(Stored data entries)
====

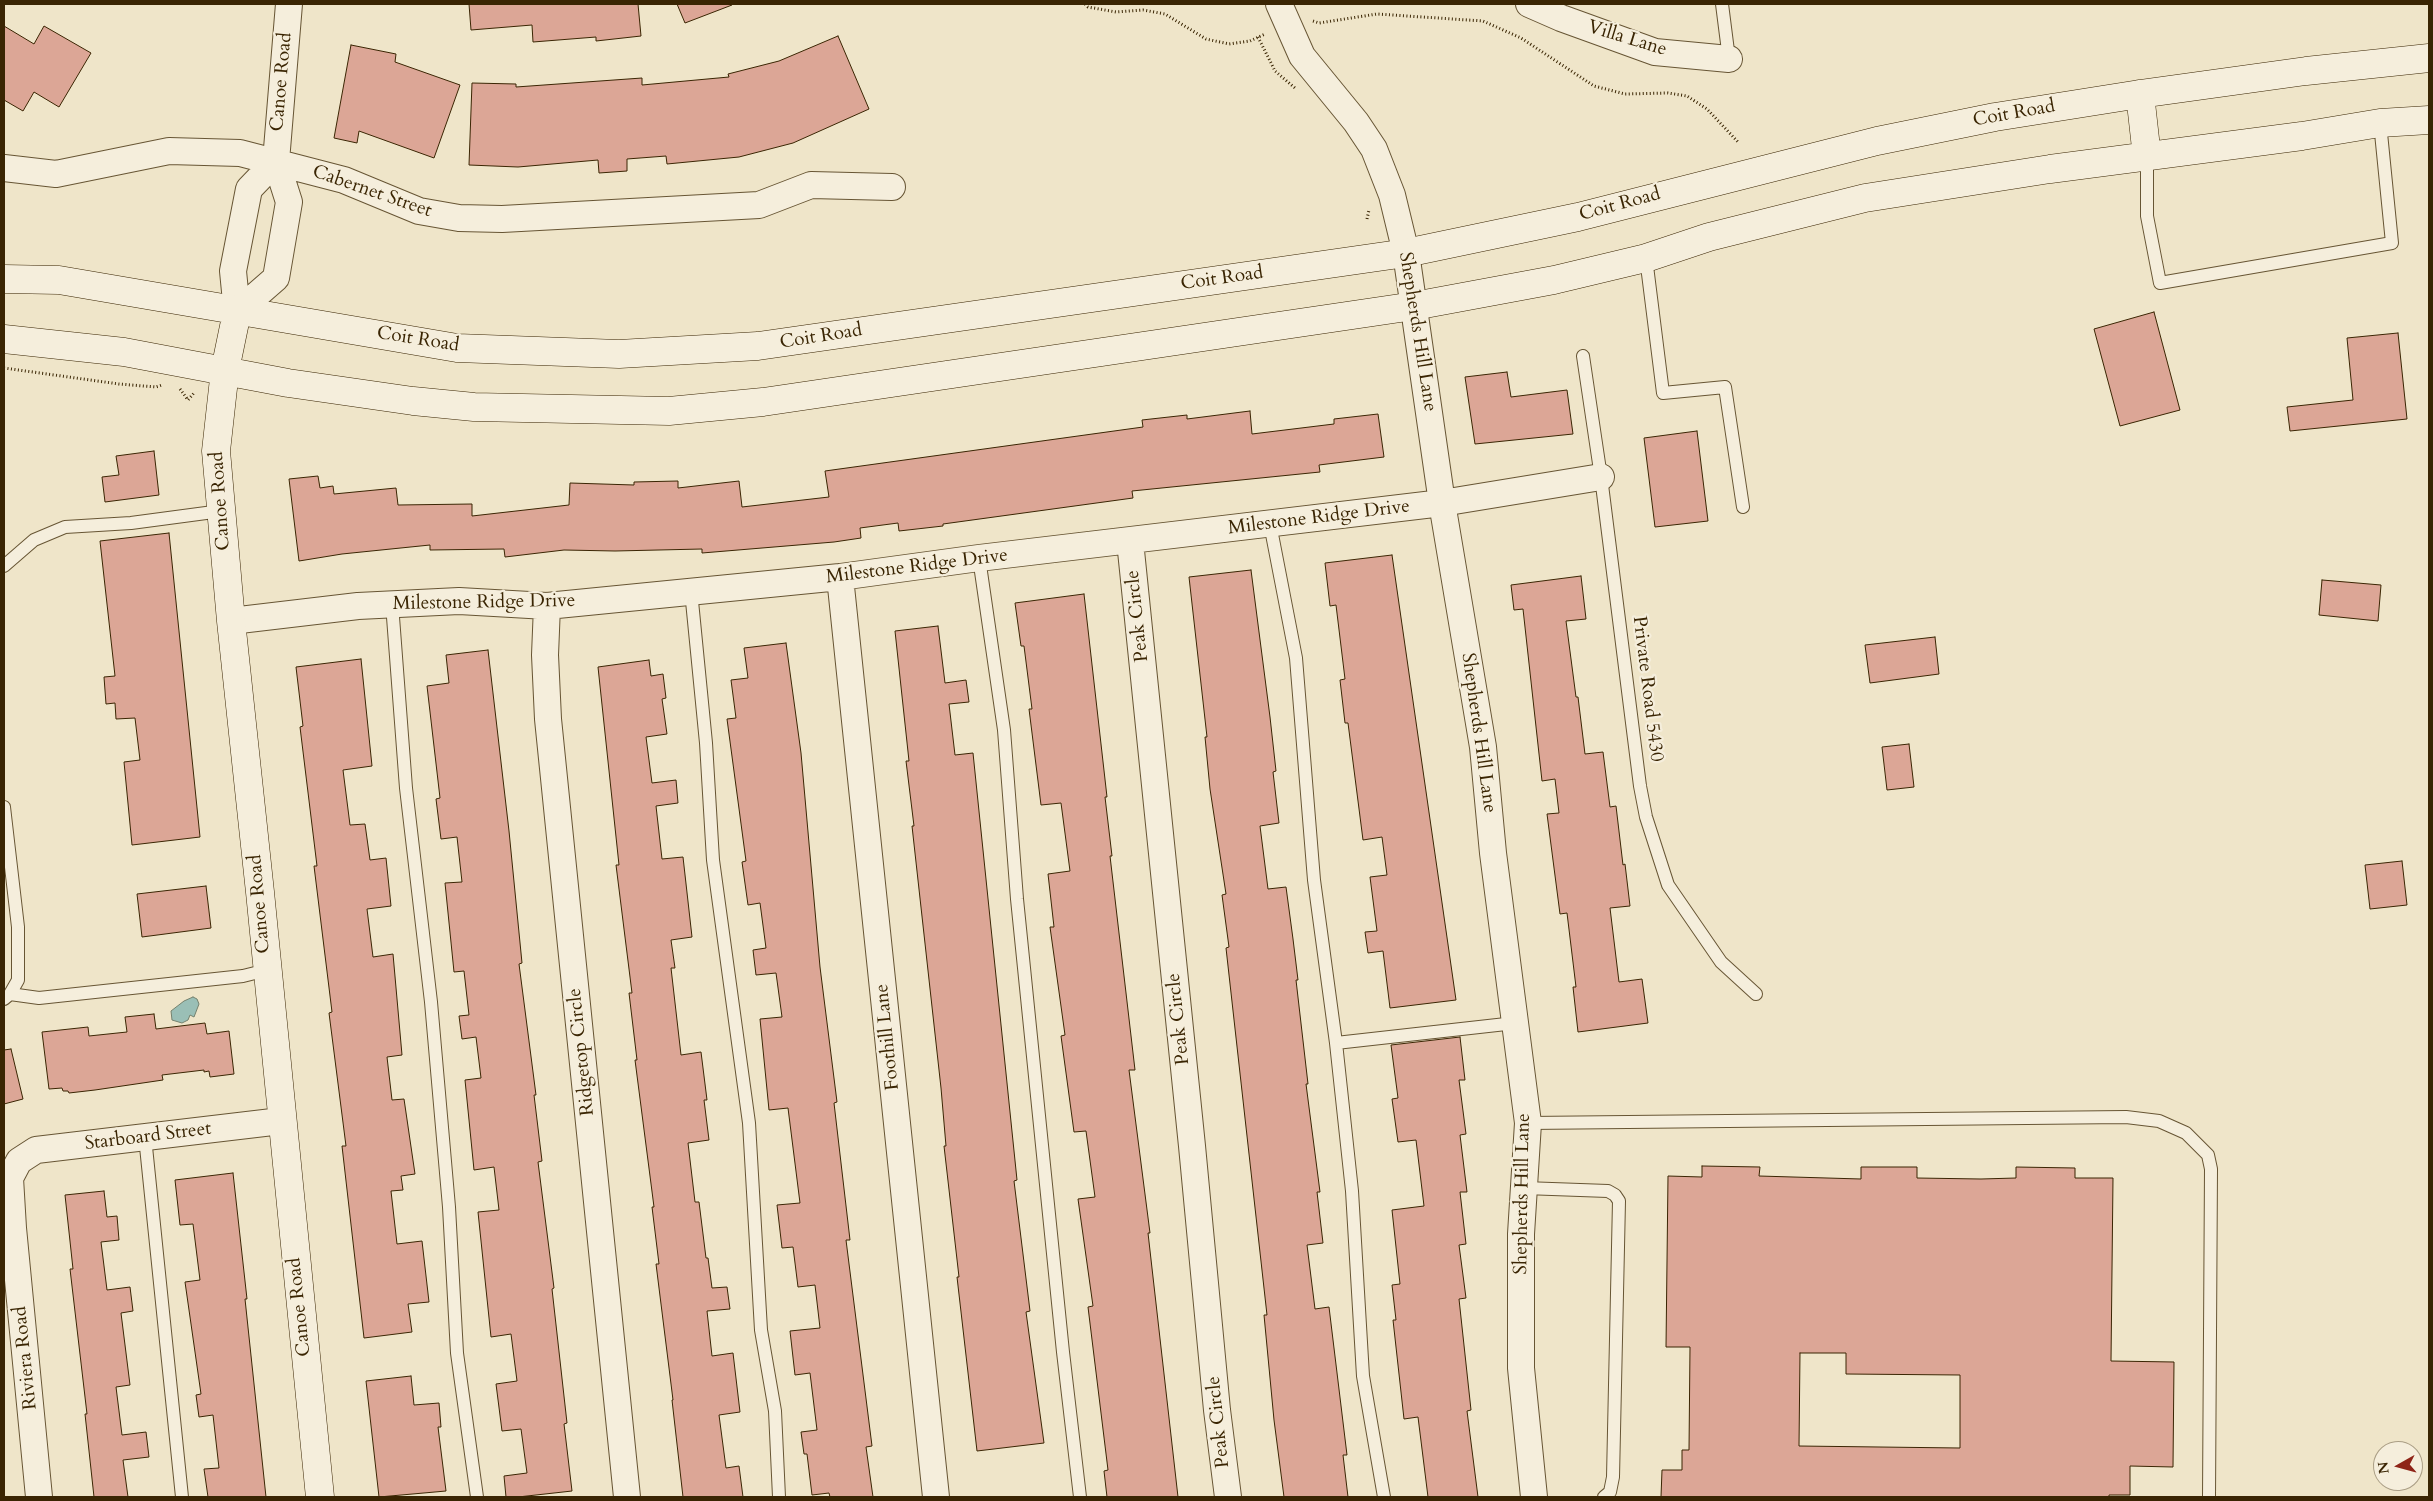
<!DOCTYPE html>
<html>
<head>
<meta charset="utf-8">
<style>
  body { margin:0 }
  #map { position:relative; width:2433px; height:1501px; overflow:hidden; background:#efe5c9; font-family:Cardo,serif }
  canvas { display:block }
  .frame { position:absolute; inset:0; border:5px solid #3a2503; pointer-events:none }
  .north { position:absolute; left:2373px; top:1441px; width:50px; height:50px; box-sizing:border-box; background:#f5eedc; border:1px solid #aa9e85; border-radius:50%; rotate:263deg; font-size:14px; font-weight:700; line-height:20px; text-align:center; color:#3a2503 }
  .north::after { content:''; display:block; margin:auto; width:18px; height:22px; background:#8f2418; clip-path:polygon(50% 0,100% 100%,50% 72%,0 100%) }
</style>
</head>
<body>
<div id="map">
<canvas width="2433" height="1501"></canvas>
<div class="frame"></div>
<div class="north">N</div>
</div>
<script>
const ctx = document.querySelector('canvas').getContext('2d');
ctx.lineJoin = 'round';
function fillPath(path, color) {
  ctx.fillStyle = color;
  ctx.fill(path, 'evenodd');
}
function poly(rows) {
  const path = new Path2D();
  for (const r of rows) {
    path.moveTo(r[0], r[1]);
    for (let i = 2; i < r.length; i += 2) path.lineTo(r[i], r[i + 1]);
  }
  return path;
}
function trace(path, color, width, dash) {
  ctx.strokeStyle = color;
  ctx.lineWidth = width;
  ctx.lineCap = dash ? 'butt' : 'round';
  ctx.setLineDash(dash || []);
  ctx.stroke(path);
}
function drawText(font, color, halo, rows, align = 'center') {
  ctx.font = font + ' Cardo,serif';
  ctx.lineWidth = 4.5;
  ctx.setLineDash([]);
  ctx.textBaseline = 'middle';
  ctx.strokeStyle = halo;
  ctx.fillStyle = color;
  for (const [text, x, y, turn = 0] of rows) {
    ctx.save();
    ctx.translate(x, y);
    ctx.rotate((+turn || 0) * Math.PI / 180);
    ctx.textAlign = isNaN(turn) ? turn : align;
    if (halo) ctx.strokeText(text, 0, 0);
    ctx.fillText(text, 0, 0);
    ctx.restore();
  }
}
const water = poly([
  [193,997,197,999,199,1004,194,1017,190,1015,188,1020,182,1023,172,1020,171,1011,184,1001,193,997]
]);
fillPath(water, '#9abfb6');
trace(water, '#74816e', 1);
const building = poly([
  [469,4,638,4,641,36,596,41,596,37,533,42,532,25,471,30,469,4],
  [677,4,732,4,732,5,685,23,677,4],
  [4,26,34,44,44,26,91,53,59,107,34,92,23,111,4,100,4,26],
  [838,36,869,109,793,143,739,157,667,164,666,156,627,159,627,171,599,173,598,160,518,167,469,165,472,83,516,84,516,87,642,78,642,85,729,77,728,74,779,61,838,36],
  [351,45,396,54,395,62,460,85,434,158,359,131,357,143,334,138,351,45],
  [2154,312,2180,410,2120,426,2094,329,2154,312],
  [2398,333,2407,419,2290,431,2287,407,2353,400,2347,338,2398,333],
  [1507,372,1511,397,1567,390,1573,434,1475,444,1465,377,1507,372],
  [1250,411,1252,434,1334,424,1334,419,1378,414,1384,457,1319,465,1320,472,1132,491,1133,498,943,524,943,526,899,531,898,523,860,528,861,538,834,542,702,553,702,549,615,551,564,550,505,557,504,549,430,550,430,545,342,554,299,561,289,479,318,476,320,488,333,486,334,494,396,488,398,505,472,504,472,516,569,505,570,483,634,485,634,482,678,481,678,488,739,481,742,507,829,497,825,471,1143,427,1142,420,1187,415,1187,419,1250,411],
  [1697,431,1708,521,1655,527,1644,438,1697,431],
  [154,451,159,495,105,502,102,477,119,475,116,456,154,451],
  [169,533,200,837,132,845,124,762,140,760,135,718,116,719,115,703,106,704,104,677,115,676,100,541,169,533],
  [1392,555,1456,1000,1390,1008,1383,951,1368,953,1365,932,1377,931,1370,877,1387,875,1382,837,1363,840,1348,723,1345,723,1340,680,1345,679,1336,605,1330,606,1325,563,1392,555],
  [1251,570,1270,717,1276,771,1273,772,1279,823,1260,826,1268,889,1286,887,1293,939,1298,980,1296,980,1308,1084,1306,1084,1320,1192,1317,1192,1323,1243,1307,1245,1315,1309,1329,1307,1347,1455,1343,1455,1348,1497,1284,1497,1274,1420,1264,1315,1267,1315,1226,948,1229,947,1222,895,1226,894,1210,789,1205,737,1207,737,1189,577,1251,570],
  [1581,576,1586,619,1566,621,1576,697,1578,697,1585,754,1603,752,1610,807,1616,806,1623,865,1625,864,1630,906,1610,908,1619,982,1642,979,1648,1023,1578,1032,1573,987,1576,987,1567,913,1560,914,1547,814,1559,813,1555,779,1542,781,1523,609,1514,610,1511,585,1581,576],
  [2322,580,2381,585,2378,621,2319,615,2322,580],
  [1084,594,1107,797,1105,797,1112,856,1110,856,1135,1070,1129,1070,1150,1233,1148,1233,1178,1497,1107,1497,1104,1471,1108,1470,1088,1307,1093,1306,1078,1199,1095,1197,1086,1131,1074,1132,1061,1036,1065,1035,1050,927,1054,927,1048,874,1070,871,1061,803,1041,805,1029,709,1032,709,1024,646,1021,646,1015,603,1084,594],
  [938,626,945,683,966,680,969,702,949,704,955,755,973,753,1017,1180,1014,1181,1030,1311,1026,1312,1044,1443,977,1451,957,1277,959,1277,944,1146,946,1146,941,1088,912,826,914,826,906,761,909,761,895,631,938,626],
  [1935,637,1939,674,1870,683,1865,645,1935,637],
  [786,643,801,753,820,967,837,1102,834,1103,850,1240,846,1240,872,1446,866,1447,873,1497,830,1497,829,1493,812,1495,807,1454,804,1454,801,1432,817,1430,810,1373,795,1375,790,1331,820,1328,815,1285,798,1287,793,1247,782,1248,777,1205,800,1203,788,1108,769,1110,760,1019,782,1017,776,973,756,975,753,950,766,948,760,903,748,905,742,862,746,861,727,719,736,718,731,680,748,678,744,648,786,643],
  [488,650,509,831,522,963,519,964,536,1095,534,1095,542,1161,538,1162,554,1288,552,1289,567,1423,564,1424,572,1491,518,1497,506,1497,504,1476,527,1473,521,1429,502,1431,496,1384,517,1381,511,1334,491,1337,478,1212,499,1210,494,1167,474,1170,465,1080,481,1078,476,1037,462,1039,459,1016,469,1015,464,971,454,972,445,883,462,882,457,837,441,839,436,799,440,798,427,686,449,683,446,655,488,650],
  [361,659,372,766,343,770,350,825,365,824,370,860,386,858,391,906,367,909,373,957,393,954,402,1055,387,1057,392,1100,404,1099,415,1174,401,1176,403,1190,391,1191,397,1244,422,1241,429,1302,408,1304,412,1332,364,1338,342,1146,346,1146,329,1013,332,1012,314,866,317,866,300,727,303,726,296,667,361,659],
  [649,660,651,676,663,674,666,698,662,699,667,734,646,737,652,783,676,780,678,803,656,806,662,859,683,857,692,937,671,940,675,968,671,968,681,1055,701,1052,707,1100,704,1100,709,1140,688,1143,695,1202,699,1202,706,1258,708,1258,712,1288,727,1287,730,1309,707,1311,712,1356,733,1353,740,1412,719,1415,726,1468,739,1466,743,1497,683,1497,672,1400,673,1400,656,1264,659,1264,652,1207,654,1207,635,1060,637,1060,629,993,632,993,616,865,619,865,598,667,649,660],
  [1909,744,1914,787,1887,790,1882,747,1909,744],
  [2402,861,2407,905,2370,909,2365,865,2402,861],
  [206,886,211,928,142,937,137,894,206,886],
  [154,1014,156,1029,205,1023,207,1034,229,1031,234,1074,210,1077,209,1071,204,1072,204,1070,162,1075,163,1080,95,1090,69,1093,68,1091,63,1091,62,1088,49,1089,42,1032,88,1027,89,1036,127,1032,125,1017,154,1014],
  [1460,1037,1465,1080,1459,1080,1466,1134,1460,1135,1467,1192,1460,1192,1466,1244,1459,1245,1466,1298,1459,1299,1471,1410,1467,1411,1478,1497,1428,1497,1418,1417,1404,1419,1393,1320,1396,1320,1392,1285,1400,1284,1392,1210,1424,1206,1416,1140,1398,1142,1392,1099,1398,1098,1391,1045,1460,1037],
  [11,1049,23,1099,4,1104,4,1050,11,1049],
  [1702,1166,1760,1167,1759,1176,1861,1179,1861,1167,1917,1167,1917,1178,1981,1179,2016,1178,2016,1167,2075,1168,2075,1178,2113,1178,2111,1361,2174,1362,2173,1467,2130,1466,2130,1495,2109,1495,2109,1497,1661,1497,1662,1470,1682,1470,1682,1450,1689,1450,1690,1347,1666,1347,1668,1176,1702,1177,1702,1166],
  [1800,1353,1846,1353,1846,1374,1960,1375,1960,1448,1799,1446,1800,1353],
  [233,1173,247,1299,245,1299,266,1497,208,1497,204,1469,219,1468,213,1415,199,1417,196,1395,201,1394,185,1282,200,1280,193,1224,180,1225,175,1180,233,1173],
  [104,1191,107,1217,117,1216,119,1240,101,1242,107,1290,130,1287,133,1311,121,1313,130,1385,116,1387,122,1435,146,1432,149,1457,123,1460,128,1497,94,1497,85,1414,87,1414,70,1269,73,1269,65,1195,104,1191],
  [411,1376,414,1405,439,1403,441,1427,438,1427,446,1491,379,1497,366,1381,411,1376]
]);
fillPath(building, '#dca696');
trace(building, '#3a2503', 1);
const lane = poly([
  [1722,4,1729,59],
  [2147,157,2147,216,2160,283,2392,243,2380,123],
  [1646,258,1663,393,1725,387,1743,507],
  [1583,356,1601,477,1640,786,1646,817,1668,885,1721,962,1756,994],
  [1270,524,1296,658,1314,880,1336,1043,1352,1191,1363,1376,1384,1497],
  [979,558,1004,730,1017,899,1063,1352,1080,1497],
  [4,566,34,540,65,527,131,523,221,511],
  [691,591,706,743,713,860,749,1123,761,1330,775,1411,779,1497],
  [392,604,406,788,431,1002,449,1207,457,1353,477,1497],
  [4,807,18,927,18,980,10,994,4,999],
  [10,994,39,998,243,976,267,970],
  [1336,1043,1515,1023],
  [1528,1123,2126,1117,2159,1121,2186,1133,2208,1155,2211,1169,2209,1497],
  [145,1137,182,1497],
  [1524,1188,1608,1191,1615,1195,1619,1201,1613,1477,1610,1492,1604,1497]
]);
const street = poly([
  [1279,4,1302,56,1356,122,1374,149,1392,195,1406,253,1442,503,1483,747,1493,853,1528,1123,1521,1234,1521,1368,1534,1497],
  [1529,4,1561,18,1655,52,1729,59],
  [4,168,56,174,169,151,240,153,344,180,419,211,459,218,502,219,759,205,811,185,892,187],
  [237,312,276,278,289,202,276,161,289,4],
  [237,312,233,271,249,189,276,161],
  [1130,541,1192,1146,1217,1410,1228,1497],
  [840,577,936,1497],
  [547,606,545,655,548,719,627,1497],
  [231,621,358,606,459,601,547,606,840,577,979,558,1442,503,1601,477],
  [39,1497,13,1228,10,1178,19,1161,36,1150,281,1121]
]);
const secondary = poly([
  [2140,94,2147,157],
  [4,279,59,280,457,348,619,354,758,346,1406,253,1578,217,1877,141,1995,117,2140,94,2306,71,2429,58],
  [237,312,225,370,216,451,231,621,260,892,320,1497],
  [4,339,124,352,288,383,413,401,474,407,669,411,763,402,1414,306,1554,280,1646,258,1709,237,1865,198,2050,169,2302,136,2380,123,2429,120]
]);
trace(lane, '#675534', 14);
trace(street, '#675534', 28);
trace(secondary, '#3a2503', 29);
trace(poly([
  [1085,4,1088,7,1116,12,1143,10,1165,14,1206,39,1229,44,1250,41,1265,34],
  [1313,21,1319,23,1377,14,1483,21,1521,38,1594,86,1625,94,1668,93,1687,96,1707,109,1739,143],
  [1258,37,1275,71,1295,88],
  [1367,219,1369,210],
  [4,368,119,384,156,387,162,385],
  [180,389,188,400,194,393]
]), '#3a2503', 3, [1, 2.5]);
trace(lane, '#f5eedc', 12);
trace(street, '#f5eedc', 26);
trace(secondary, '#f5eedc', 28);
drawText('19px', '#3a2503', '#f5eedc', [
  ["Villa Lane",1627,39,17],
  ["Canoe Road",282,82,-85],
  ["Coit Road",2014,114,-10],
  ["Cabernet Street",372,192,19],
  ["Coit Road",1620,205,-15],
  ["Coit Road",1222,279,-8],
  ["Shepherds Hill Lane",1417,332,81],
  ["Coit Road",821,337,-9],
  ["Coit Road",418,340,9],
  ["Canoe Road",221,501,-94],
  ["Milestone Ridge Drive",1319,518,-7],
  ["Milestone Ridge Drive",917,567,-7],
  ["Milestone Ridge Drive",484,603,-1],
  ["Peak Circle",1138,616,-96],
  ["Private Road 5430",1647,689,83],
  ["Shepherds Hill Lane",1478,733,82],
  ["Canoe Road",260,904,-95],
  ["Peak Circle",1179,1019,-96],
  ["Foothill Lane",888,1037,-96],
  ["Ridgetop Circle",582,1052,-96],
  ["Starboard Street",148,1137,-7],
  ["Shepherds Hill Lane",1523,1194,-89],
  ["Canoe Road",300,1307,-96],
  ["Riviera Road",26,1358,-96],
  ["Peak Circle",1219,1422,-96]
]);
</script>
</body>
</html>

====

> **TASK GOAL**
Above are some records. Copy each of their lines that holds the string "halo".

> **WRITTEN RESPONSE**
function drawText(font, color, halo, rows, align = 'center') {
  ctx.strokeStyle = halo;
    if (halo) ctx.strokeText(text, 0, 0);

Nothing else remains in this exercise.